りんちゃんさんと航にはそんなに接点があるようには見えないけどな。
まぁいいか。なんでも。
10分程車を走らせて到着した航のアパート。
早上がりって連絡するの忘れちゃったからビックリするかな。
「じゃ、また明日ねー!おつかれさま〜」
「送ってくれてありがとうございました。おつかれさまです」
りんちゃんさんにもたくさん迷惑かけちゃったな。
ため息をつきながらアパートの階段を登ってインターホンを押す。
ガチャ
「結?どうしたの?」
ドアから出てきた航のキョトンとした顔に安心感を抱く。
「……早上がりさせてもらって…」
「………そっか。
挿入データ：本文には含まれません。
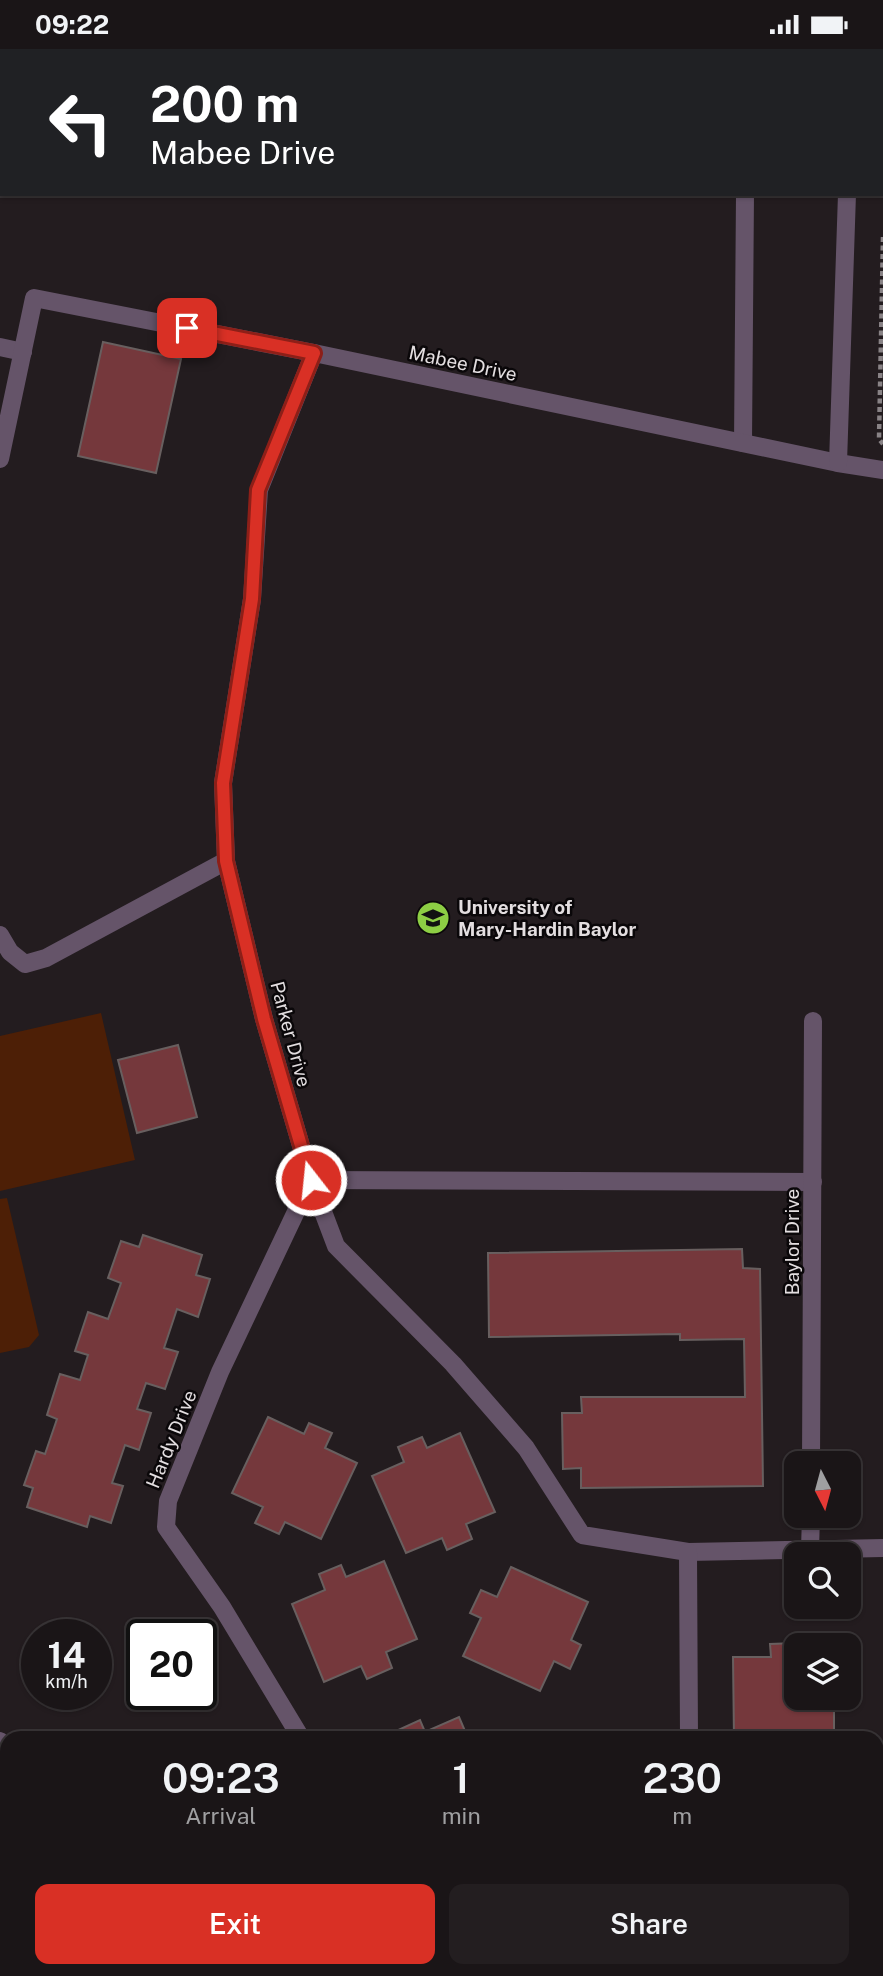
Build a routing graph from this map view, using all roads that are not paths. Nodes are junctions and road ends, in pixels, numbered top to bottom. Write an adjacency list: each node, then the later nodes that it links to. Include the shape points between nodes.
1 (745, 196): 6 (street)
2 (846, 196): 8 (street)
3 (0, 347): 4 (street)
4 (23, 352): 5 (street, Mabee Drive, via 34,298); 7 (street)
5 (314, 353): 6 (street, Mabee Drive); 10 (street, Parker Drive, via 258,490 252,599 223,783)
6 (743, 443): 8 (street, Mabee Drive)
7 (0, 459)
8 (838, 463): 9 (street, Mabee Drive)
9 (883, 470)
10 (226, 861): 11 (street, via 46,958 25,964 10,952); 13 (street, Parker Drive, via 264,1019)
11 (0, 935)
12 (813, 1021): 14 (street, Baylor Drive)
13 (311, 1180): 14 (street); 19 (street, Parker Drive, via 336,1246 453,1364 526,1448 582,1535); 20 (street, Hardy Drive, via 220,1372 168,1501 166,1527 222,1607)
14 (813, 1182): 15 (street, Baylor Drive)
15 (811, 1451)
16 (883, 1548): 17 (street, Parker Drive)
17 (861, 1549)
18 (784, 1550): 19 (street, Parker Drive)
19 (688, 1552): 21 (street)
20 (297, 1731)
21 (689, 1731)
お疲れさま」
私の泣き顔を見て察したのか、優しい優しい笑顔で家に入れてくれた。
「もう16時前だけど…お昼食べた?」
航の家は航の匂いがする。
大好きな匂い。
ってなんか変態みたい。
「そういえば食べてない」
お昼どころじゃなかったから。
「冷しゃぶうどん、作ったら食べる?」
「…食べる」
今朝も一緒にいたのに、すごく懐かしく感じるのはなんでなんだろう。
食べると言ったらすごく嬉しそうに笑ってくれて。
私まで嬉しくなる。
「結は座ってて」
「あ、でも、脳しんとう…」
「あのね、脳しんとうはすっごい軽かったんだって。寝不足であんなに寝てたみたい。間抜けだよね」
恥ずかしそうに、でも楽しそうに笑った航につられて私も笑ってしまった。
「だから座ってて」
お言葉に甘えてソファーに腰掛けてテレビを眺める。
あぁ、落ち着く。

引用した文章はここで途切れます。